If the Volkswagen Gate focuses media attention, other industrial scandals have punctuated the automotive adventure. Let's go back to the Ford Pinto affair. A compact launched in 1970 and whose tank had the unfortunate tendency to ignite after a rear impact. Faced with the rise of Japanese and European manufacturers on American soil with much more fuel-efficient cars, Ford responds by marketing September 11, 1970 the Pinto whose success in the early years is undeniable for this compact 3-door and 4 seats. However, internally, the engineers sounded the alarm after the crash tests:
At a rear impact between 30 and 40 km / h, the fuel tank can come off and ignite. Added to this is the weakness of the chassis whose strong torsion during the shock prevents the occupants from opening the doors. Prisoners, they only have to perish by the flames. The secret remains well hidden until 1977 and an article of "Mother Jones Magazine" (called Pinto Madness). An article triggering other journalistic investigations as well as the National Highway Transportation Safety Administration (NHTSA), US authority on transport.
The general public becoming aware of the hidden defect of the Ford Pinto, the procedures are not long in following. For example, on August 10, 1978, a grand jury in Indiana sentenced Ford for a triple manslaughter after three girls burned alive in a rear-impact Pinto. Except that Ford's cynicism had planned everything. The leaders of the American manufacturer had calculated that a reminder campaign was much more expensive than the compensation of families of victims set at $ 200,725 at the time. Officially, the families of 27 Ford Pinto victims got compensation and Ford was fined $ 125 million before the fine was reduced to $ 4 million on appeal. According to a 1991 Rutgers Law Review, it would be more than a hundred casualties to be counted in rear impacts in Ford Pinto (Birsch, 123).
Although the major defect was corrected in 1974, the Ford Pinto remained commercialized for 10 years. It is indeed only in 1980 that this model disappears. Not that Ford had finally realized its mistake, but simply because the model was no longer sold. It must be said that in the four corners of America, this car was nicknamed " The Barbecue that seats 4 ", the Barbecue 4 places.
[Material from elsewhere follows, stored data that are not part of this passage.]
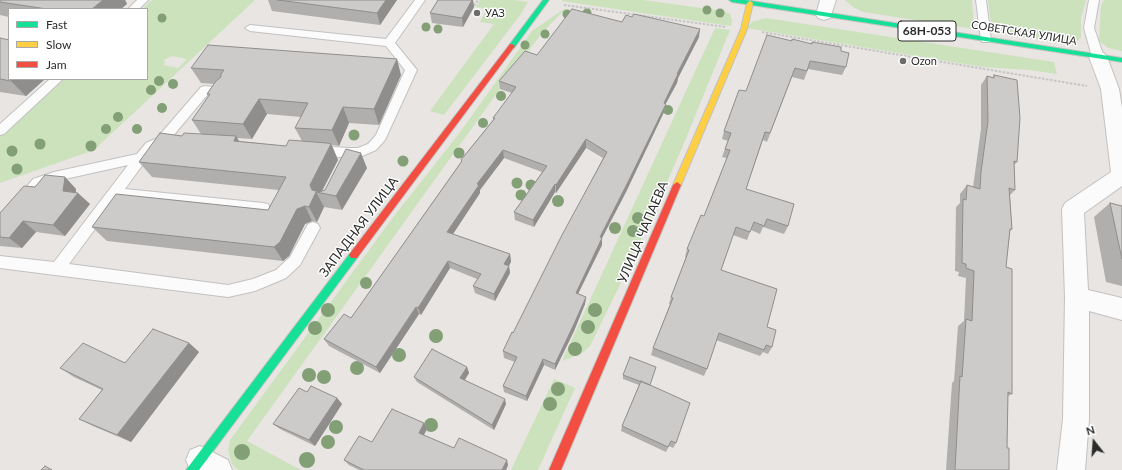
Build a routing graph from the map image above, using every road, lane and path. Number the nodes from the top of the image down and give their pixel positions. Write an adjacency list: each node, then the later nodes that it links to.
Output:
1 (143, 0): 11 (lane)
2 (420, 0): 15 (lane)
3 (478, 0): 9 (path)
4 (732, 0): 8 (street, СОВЕТСКАЯ УЛИЦА / 68Н-053)
5 (981, 0): 14 (lane)
6 (1094, 0): 16 (lane)
7 (546, 1): 13 (path); 37 (street, ЗАПАДНАЯ УЛИЦА)
8 (750, 3): 10 (street, СОВЕТСКАЯ УЛИЦА / 68Н-053); 13 (street, УЛИЦА ЧАПАЕВА)
9 (474, 6)
10 (826, 7): 14 (street, СОВЕТСКАЯ УЛИЦА / 68Н-053)
11 (134, 8)
12 (250, 28): 15 (lane)
13 (744, 29): 19 (path); 38 (street, УЛИЦА ЧАПАЕВА)
14 (986, 40): 16 (street, СОВЕТСКАЯ УЛИЦА / 68Н-053)
15 (389, 43): 25 (lane)
16 (1098, 57): 17 (street, СОВЕТСКАЯ УЛИЦА / 68Н-053); 19 (street)
17 (1122, 60)
18 (56, 80): 21 (lane)
19 (1110, 89): 28 (street)
20 (223, 92): 22 (lane)
21 (0, 131)
22 (162, 140): 23 (lane); 26 (lane)
23 (178, 140)
24 (302, 150): 25 (lane)
25 (349, 154): 27 (lane)
26 (140, 158): 29 (lane); 32 (lane)
27 (342, 167)
28 (1122, 175): 35 (street)
29 (114, 193): 30 (lane); 34 (lane)
30 (263, 208)
31 (313, 228): 34 (lane)
32 (0, 230)
33 (0, 262): 34 (lane)
34 (57, 269)
35 (1078, 297): 36 (street); 39 (street)
36 (1122, 309)
37 (203, 467)
38 (555, 470)
39 (1071, 470)

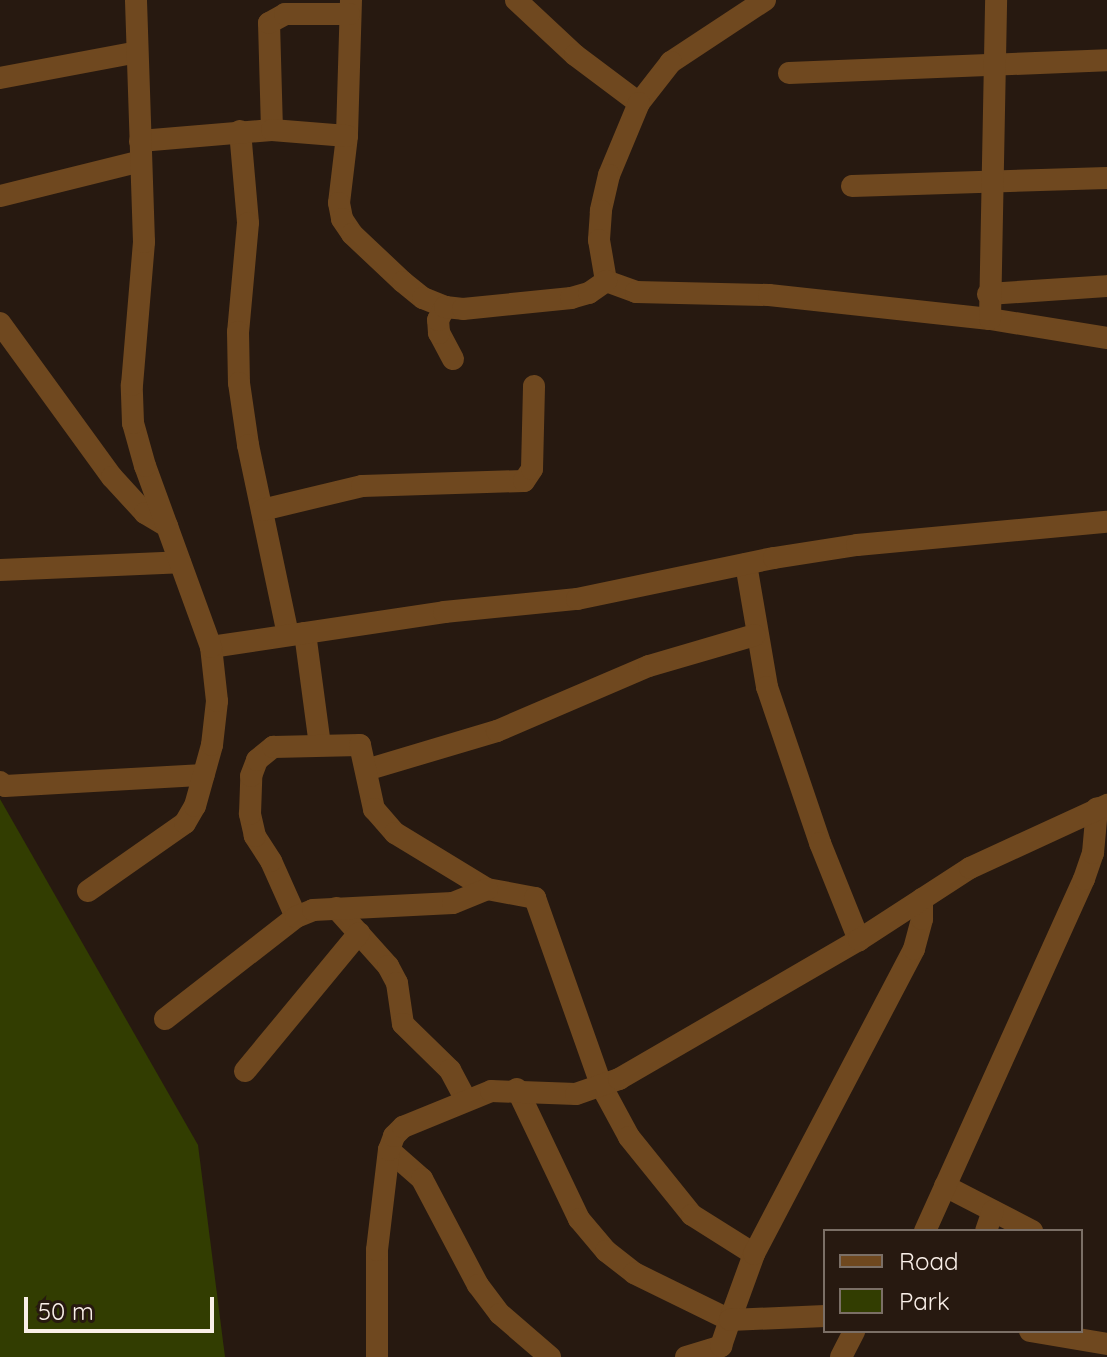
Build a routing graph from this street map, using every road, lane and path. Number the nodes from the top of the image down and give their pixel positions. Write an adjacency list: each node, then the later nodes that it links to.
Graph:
1 (136, 0): 6 (street)
2 (516, 0): 11 (street)
3 (765, 0): 11 (street)
4 (996, 0): 8 (street)
5 (350, 7): 12 (street); 14 (street)
6 (137, 52): 10 (street); 15 (street)
7 (1107, 60): 8 (street)
8 (995, 65): 9 (street); 17 (street)
9 (789, 73)
10 (0, 78)
11 (639, 103): 20 (street)
12 (272, 130): 13 (street); 14 (street)
13 (240, 131): 15 (street); 29 (street)
14 (347, 136): 23 (street)
15 (141, 151): 19 (street); 31 (street)
16 (1107, 178): 17 (street)
17 (991, 181): 18 (street); 22 (street)
18 (852, 186)
19 (0, 196)
20 (606, 281): 23 (street); 24 (street)
21 (1107, 286): 22 (street)
22 (988, 294): 24 (street)
23 (445, 307): 27 (street)
24 (990, 319): 26 (street)
25 (0, 323): 31 (street)
26 (1107, 338)
27 (453, 359)
28 (534, 386): 29 (street)
29 (262, 510): 35 (street)
30 (1107, 522): 33 (street)
31 (167, 526): 32 (street)
32 (180, 562): 34 (street); 37 (street)
33 (746, 564): 35 (street); 36 (street)
34 (0, 570)
35 (297, 634): 37 (street); 38 (street)
36 (755, 635): 39 (street); 49 (street)
37 (211, 647): 40 (street)
38 (320, 745): 39 (street); 47 (street)
39 (366, 770): 43 (street)
40 (204, 775): 41 (street); 44 (street)
41 (0, 782)
42 (1102, 806): 45 (street); 56 (street)
43 (487, 889): 46 (street); 52 (street)
44 (88, 891)
45 (922, 899): 49 (street); 60 (street)
46 (336, 908): 47 (street); 48 (street)
47 (296, 917): 50 (street)
48 (359, 933): 51 (street); 54 (street)
49 (859, 940): 52 (street)
50 (165, 1019)
51 (245, 1071)
52 (602, 1087): 53 (street); 60 (street)
53 (517, 1089): 54 (street); 62 (street)
54 (466, 1100): 55 (street)
55 (389, 1150): 67 (street); 68 (street)
56 (945, 1186): 57 (street); 58 (street)
57 (989, 1221): 59 (street)
58 (926, 1229)
59 (1023, 1229)
60 (754, 1254): 62 (street)
61 (823, 1316): 62 (street)
62 (730, 1320): 66 (street)
63 (853, 1333): 70 (street)
64 (1042, 1333): 65 (street)
65 (1107, 1344)
66 (718, 1352): 69 (street)
67 (377, 1357)
68 (550, 1357)
69 (686, 1357)
70 (841, 1357)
A reputation that has also made its way into popular culture. In the film " Cujo ", adapted from a novel by Stephen King, one of the characters dies, prisoner of a burning Ford Pinto. The Pinto also found in the parody of films on the Second World War " Top Secret! ". A vehicle loaded with German soldiers explodes after a slight contact with the bumper of the Ford.
Birsch, Douglas, and John Fielder. "The Ford Pinto case: A study in applied ethics, business, and technology." (1994).